▸ **The input**:
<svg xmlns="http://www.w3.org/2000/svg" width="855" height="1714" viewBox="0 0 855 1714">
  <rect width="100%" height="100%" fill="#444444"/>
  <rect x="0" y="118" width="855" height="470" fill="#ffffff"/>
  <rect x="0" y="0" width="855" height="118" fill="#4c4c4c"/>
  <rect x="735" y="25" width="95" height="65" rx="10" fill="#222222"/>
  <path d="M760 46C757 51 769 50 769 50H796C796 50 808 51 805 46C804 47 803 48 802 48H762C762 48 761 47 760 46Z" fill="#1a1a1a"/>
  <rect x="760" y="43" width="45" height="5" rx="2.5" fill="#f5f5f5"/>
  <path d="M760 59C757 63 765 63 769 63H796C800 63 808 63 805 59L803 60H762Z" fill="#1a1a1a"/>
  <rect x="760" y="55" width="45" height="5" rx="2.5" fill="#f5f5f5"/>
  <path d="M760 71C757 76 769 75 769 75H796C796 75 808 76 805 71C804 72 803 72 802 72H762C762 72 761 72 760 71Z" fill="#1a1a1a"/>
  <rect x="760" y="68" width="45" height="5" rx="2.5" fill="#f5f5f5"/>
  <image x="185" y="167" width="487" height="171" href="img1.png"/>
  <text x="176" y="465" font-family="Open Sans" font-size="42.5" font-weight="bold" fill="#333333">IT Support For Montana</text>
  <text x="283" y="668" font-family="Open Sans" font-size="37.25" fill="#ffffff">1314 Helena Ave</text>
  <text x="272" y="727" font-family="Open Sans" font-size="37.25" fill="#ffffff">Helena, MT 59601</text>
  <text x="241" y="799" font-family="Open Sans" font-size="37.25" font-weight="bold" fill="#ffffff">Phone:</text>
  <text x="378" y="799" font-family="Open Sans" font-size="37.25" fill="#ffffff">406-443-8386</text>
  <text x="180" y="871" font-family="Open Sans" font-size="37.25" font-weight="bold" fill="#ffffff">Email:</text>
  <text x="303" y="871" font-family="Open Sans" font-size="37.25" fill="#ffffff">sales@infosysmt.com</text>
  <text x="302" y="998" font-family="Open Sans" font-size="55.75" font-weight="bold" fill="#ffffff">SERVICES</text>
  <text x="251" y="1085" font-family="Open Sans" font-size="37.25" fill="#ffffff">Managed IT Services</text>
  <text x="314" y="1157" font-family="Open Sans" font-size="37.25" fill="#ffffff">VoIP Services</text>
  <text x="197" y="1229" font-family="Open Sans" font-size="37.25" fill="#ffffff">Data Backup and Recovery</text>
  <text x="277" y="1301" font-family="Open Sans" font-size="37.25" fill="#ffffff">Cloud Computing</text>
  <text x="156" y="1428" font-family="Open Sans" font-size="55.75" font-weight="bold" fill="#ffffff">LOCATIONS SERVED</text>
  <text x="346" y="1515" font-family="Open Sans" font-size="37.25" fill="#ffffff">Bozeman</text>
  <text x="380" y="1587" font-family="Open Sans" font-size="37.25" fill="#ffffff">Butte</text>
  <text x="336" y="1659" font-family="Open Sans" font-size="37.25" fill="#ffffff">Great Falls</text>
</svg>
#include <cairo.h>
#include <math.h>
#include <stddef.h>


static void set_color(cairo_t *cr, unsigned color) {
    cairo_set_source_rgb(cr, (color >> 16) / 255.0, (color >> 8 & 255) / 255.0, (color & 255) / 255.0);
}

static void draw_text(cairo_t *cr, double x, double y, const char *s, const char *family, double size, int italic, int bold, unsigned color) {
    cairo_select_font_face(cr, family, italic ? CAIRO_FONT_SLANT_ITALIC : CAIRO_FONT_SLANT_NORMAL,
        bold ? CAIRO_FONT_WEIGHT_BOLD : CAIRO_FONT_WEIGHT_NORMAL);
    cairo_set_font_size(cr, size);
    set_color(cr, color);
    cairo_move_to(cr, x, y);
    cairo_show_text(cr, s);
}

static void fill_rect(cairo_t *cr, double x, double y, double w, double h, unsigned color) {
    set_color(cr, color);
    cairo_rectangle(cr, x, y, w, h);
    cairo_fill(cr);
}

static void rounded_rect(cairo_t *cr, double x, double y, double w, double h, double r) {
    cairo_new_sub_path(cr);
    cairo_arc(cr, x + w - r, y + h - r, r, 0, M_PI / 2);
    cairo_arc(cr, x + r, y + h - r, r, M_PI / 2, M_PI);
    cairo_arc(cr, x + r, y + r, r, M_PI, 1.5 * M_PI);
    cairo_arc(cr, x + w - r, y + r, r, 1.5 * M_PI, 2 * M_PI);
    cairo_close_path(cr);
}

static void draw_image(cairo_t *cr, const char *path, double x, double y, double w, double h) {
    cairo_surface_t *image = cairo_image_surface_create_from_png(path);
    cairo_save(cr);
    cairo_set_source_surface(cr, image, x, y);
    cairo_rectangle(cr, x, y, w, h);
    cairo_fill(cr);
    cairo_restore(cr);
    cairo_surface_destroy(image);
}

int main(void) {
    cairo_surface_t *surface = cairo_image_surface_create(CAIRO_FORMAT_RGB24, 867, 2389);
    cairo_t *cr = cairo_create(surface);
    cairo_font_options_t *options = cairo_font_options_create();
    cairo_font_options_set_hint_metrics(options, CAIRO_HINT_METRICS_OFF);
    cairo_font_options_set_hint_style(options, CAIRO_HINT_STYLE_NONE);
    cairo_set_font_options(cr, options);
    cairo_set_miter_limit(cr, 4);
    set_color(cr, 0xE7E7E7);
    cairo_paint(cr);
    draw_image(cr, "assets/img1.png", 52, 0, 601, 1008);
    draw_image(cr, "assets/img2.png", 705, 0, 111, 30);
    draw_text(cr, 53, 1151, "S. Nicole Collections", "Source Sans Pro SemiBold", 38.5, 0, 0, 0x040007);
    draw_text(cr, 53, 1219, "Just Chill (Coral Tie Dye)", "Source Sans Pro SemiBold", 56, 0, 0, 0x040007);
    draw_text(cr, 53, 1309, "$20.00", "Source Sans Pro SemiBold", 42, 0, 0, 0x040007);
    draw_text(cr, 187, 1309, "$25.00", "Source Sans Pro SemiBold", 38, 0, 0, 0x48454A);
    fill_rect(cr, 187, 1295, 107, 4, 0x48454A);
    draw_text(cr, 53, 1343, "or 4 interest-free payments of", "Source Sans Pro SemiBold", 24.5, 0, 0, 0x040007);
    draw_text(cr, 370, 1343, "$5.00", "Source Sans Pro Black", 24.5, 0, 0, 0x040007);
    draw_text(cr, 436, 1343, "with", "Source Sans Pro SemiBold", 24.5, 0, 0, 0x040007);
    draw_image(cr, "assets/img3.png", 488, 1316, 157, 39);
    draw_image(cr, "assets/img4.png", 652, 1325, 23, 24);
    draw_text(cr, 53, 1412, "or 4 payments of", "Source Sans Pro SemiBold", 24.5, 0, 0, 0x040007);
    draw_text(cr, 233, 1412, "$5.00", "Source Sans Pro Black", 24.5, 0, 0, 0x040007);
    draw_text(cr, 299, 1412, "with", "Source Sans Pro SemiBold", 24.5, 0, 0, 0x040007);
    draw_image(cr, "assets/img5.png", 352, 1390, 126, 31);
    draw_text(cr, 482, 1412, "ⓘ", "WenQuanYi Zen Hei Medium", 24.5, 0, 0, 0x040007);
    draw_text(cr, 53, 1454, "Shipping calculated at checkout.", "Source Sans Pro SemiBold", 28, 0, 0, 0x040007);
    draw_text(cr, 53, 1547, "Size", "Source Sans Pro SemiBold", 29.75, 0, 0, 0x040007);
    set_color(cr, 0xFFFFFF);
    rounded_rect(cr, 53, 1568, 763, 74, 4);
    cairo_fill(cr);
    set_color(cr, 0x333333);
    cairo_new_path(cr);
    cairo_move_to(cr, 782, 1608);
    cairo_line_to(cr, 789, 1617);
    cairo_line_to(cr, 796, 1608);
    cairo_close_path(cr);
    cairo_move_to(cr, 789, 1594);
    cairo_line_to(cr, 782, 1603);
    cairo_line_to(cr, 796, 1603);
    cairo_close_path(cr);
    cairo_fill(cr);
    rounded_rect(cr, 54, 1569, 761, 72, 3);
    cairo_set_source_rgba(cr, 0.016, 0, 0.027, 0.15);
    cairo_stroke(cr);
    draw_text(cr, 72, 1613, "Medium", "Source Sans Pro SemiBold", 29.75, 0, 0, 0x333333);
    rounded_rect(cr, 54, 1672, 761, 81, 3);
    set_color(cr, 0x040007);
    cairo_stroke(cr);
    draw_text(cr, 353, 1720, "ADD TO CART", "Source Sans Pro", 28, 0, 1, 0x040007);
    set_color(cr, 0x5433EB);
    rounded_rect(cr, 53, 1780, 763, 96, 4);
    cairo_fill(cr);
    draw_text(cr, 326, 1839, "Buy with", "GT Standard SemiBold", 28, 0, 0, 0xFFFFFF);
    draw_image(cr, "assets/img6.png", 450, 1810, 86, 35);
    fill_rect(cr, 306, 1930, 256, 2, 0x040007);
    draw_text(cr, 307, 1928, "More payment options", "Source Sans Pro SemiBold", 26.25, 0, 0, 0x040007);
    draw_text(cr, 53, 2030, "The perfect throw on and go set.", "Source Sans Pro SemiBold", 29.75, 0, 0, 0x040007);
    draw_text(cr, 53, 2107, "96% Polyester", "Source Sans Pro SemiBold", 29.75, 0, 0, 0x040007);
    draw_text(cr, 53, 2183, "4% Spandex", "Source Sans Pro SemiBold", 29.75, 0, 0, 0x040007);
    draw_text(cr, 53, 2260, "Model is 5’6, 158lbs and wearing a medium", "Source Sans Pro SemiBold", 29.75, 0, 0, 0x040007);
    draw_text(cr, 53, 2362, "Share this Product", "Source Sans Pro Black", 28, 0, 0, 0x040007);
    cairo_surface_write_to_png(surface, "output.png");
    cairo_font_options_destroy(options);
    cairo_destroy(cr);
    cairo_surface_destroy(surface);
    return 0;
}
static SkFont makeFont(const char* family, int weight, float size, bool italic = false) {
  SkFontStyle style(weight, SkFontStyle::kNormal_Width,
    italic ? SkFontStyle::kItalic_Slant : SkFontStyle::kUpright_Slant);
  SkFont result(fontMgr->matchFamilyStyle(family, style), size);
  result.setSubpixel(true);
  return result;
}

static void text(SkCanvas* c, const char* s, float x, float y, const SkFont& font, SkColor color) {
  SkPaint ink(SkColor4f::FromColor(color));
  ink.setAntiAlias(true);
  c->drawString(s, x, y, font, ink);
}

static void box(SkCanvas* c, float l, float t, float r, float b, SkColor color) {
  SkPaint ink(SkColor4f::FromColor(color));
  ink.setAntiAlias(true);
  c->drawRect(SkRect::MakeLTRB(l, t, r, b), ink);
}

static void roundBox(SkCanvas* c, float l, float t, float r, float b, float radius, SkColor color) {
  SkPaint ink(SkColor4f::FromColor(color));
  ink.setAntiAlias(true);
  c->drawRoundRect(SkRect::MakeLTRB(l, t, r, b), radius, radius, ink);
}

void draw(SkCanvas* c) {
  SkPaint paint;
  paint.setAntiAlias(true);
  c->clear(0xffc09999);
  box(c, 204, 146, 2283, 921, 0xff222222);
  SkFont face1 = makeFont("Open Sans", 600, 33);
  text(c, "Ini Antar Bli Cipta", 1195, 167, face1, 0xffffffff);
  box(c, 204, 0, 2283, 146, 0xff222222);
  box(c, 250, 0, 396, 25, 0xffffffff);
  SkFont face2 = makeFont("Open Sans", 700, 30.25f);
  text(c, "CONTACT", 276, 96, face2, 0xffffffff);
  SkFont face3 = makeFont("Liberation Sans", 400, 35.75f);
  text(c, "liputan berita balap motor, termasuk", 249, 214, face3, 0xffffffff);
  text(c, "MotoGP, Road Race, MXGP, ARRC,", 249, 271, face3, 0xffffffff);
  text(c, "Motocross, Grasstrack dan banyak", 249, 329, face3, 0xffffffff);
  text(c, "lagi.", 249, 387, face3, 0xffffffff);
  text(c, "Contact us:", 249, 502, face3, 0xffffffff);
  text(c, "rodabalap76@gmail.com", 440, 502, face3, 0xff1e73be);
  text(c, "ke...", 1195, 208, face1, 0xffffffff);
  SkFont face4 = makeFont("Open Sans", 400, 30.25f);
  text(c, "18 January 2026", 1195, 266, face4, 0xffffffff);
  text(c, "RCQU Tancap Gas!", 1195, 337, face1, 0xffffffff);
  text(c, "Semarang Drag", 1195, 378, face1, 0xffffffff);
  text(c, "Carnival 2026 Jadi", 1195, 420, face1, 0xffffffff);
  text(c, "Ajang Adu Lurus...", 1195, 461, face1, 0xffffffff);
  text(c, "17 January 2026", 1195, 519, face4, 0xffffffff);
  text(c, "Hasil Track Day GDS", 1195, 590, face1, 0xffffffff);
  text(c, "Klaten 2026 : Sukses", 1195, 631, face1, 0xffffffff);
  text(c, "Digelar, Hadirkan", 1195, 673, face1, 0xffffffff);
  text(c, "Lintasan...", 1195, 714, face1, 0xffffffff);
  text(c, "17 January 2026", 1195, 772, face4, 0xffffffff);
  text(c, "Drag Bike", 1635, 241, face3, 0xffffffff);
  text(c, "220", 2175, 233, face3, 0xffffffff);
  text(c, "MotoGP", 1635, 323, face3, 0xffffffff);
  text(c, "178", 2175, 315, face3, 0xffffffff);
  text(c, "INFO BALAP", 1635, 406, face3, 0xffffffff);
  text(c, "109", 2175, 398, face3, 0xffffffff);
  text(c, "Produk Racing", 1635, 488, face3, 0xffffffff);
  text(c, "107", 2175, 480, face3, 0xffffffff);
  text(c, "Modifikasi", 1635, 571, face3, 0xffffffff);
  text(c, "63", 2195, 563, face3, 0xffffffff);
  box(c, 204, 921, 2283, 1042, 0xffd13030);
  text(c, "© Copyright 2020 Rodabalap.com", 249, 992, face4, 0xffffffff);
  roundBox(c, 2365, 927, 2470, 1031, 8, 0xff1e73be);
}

▸ **Exercise prompt**:
Go back to the listing above. Copy word for word the lines from the one with "cairo_move_to(cr, x, y);" through the one with "cairo_arc(cr, x + r, y + h", and nothing more.

▸ **Answer below**:
    cairo_move_to(cr, x, y);
    cairo_show_text(cr, s);
}

static void fill_rect(cairo_t *cr, double x, double y, double w, double h, unsigned color) {
    set_color(cr, color);
    cairo_rectangle(cr, x, y, w, h);
    cairo_fill(cr);
}

static void rounded_rect(cairo_t *cr, double x, double y, double w, double h, double r) {
    cairo_new_sub_path(cr);
    cairo_arc(cr, x + w - r, y + h - r, r, 0, M_PI / 2);
    cairo_arc(cr, x + r, y + h - r, r, M_PI / 2, M_PI);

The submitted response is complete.